Autophagy inhibition by reversine and its suppressive effects on human hepatocellular carcinoma cells.

INTRODUCTION

Therapy for human hepatocellular carcinoma (HCC) remains a great challenge for physicians and patients worldwide. The anti-tumor effects of reversine have attracted much more concerns.

MATERIALS AND METHODS

This study evaluated the growth regulatory effects of reversine on HCC cells lines. Meanwhile, the underlying mechanism including autophagy modulation was also identified.

RESULTS

reversine markedly inhibited the proliferation of both HCC cells and induced cell apoptosis and multinuclear in a dose-dependent manner.
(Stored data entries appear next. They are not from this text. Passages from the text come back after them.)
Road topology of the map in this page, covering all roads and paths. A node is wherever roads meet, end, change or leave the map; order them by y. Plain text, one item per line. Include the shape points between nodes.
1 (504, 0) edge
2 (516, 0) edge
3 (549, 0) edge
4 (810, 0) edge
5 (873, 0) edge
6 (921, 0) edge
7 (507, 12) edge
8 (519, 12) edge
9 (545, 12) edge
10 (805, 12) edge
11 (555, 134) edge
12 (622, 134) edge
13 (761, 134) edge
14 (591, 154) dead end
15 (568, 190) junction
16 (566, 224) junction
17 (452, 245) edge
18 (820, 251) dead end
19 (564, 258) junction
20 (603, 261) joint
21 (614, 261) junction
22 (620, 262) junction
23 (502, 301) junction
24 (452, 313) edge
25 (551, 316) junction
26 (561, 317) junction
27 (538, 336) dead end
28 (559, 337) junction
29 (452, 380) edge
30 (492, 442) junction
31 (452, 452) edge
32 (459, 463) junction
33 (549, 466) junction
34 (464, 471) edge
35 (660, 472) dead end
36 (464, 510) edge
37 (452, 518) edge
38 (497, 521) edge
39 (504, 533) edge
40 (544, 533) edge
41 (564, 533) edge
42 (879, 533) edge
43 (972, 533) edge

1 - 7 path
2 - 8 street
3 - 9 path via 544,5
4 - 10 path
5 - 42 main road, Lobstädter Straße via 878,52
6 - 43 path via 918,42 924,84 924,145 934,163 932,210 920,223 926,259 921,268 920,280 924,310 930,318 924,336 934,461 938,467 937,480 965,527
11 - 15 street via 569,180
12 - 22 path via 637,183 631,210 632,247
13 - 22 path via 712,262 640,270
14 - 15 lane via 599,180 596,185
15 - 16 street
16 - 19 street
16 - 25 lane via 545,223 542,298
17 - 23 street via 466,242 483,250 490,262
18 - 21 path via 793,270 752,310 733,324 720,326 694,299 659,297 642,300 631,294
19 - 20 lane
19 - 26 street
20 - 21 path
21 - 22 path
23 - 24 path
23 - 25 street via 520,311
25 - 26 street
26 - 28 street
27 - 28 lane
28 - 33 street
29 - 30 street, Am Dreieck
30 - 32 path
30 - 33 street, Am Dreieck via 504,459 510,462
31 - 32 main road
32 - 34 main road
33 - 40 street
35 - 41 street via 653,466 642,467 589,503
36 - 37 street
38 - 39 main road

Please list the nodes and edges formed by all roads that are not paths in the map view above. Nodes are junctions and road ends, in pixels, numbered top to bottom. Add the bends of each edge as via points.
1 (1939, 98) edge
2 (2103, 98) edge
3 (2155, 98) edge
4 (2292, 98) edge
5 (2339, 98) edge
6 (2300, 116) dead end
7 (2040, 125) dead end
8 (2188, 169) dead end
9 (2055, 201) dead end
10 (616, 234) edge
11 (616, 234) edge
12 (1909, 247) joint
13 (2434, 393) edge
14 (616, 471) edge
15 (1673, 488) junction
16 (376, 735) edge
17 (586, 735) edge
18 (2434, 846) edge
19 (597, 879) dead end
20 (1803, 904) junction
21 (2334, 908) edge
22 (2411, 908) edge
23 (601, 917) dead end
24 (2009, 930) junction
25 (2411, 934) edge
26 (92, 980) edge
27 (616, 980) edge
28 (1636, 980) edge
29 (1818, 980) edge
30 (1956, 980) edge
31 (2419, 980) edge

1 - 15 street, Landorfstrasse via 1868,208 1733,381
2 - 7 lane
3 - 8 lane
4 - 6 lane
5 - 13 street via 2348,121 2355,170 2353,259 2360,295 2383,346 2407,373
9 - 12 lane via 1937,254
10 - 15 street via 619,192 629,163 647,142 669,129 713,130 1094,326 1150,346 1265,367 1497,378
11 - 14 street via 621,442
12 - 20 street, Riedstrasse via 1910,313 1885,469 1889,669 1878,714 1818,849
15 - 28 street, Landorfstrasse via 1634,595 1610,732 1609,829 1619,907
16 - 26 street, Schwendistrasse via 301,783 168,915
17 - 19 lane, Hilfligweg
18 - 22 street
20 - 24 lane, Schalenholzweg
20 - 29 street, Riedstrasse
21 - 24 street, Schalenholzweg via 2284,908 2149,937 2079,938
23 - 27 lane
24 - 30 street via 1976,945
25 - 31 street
In addition, the decreased ratio of LC3II/LC3I as well as elevated p62 expression were observed under reversine treatment, indicating the autophagy inhibition by reversine in HepG2 cell line. Moreover, modulation of autophagy with rapamycin and chloroquine significantly attenuated and enhanced the cytostatic effects of reversine, respectively.

CONCLUSIONS

reversine could reduce the cell viability of HCC cells via inducing cell apoptosis and polyploidy. In addition, cell autophagy was involved and might play a protective role in HCC cells, the joint use of autophagy inhibitor enhanced reversine-mediating antitumor effects. Our data offered novel ideas for comprehensive therapeutic regimes on human hepatocellular carcinoma.